** Opening Supplied data block **
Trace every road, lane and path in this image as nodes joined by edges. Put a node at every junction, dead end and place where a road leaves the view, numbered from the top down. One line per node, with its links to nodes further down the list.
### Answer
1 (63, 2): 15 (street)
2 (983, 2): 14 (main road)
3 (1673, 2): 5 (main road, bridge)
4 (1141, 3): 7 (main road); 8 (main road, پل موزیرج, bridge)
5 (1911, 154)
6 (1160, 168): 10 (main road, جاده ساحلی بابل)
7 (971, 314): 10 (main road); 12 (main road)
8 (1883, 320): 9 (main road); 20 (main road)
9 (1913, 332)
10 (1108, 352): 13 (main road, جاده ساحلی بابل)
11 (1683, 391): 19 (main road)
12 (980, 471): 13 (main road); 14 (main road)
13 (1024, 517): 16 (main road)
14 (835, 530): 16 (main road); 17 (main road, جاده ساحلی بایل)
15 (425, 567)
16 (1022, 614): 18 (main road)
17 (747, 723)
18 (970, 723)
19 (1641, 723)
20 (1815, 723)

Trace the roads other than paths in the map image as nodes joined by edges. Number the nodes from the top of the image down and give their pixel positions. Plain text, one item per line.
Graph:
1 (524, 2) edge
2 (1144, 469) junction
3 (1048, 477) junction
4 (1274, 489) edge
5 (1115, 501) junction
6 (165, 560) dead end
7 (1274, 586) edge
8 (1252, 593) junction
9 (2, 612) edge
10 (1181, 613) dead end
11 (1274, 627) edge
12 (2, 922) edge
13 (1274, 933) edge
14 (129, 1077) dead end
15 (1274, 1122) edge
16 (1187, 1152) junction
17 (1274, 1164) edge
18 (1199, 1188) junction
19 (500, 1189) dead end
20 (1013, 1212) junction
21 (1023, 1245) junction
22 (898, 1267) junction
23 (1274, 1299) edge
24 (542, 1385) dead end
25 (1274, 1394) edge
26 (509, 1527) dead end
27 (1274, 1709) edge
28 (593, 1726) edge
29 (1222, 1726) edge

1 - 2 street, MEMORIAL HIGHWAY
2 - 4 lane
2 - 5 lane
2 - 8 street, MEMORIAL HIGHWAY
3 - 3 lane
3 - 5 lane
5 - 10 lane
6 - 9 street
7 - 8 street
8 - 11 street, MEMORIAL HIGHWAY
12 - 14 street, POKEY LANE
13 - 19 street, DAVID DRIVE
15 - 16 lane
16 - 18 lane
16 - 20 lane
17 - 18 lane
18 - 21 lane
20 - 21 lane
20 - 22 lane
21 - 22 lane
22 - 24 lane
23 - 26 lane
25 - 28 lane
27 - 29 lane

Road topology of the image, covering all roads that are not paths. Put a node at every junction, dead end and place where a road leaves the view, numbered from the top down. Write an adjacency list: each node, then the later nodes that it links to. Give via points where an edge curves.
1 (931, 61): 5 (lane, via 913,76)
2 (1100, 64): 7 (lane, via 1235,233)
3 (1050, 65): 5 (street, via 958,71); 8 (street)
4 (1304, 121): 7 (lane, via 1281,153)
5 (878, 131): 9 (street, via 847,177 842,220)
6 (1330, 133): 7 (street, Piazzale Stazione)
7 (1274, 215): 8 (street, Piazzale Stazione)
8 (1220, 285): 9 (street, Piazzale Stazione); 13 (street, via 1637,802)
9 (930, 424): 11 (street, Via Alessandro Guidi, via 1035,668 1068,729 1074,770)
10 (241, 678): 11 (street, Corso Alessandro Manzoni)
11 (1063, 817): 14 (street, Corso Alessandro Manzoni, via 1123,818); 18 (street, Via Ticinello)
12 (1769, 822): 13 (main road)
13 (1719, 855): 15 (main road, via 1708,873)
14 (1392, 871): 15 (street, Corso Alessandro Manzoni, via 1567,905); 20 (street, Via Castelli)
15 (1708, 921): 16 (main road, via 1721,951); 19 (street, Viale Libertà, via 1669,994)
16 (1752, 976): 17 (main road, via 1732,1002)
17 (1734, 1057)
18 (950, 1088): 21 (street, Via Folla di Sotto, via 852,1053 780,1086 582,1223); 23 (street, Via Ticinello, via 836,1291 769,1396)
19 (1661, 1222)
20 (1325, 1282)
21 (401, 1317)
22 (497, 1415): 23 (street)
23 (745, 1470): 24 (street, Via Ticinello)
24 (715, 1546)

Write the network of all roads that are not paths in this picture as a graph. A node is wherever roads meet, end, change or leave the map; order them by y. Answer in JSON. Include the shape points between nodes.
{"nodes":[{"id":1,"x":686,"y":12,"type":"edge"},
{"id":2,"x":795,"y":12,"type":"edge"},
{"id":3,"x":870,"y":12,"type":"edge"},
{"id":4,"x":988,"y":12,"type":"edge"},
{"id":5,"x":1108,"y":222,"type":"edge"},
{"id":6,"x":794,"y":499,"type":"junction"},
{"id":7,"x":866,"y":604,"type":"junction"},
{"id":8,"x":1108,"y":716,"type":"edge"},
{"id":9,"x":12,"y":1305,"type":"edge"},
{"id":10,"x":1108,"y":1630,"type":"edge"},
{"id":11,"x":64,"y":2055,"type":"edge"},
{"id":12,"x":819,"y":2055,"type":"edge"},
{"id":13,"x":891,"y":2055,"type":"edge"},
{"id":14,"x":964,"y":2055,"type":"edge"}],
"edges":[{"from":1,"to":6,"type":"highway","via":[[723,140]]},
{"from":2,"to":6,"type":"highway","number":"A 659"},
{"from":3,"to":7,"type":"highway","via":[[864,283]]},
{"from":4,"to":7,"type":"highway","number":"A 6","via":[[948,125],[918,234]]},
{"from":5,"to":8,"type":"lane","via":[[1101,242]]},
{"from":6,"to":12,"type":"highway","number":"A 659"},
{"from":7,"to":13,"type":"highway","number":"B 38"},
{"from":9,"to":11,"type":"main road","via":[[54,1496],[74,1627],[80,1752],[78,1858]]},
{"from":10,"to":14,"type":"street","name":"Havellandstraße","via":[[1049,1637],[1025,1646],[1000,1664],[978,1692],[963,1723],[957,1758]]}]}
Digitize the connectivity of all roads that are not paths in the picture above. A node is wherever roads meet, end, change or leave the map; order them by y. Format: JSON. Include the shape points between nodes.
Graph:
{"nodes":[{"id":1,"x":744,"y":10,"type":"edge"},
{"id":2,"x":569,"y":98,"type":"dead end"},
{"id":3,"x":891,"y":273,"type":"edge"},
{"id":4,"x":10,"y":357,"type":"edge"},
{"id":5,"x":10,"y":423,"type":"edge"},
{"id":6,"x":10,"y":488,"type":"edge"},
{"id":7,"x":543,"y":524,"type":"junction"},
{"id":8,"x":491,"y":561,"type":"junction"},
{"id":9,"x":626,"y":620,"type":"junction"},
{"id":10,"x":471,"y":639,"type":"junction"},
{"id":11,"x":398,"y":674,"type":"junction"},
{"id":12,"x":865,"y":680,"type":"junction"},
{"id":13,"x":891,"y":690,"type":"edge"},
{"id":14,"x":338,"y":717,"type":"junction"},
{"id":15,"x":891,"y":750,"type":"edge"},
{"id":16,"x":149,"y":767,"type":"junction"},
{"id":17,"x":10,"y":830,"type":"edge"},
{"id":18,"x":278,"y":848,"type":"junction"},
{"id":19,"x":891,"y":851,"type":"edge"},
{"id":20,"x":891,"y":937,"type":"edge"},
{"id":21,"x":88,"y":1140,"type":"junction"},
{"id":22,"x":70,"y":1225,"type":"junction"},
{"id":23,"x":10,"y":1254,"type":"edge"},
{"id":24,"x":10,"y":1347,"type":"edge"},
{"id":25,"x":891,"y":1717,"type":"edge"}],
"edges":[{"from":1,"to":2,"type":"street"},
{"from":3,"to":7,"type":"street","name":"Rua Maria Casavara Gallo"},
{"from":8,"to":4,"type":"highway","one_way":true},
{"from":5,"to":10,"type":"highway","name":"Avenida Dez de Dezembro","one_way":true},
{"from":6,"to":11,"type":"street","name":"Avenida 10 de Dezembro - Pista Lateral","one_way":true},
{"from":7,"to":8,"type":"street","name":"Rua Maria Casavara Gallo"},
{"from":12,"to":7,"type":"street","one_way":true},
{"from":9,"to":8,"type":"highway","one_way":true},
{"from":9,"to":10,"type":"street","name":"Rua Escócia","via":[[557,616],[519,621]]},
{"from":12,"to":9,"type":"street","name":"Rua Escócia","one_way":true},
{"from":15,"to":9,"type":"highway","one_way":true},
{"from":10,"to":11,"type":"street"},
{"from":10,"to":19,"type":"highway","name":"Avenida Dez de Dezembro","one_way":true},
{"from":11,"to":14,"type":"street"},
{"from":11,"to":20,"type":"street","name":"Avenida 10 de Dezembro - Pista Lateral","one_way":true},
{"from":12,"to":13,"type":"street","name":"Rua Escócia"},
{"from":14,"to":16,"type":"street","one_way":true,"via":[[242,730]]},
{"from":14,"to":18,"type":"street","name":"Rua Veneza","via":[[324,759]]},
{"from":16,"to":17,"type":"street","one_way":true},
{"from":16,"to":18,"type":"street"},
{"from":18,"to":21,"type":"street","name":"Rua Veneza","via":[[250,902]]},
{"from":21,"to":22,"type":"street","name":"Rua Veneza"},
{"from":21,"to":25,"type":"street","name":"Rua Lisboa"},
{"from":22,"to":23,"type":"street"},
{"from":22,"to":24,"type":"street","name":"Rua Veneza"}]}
** Closing Supplied data block **
§ **Exercise goal**: For each line above that includes the word "Manzoni", make a copy of that line.

§ **Result of this exercise**:
10 (241, 678): 11 (street, Corso Alessandro Manzoni)
11 (1063, 817): 14 (street, Corso Alessandro Manzoni, via 1123,818); 18 (street, Via Ticinello)
14 (1392, 871): 15 (street, Corso Alessandro Manzoni, via 1567,905); 20 (street, Via Castelli)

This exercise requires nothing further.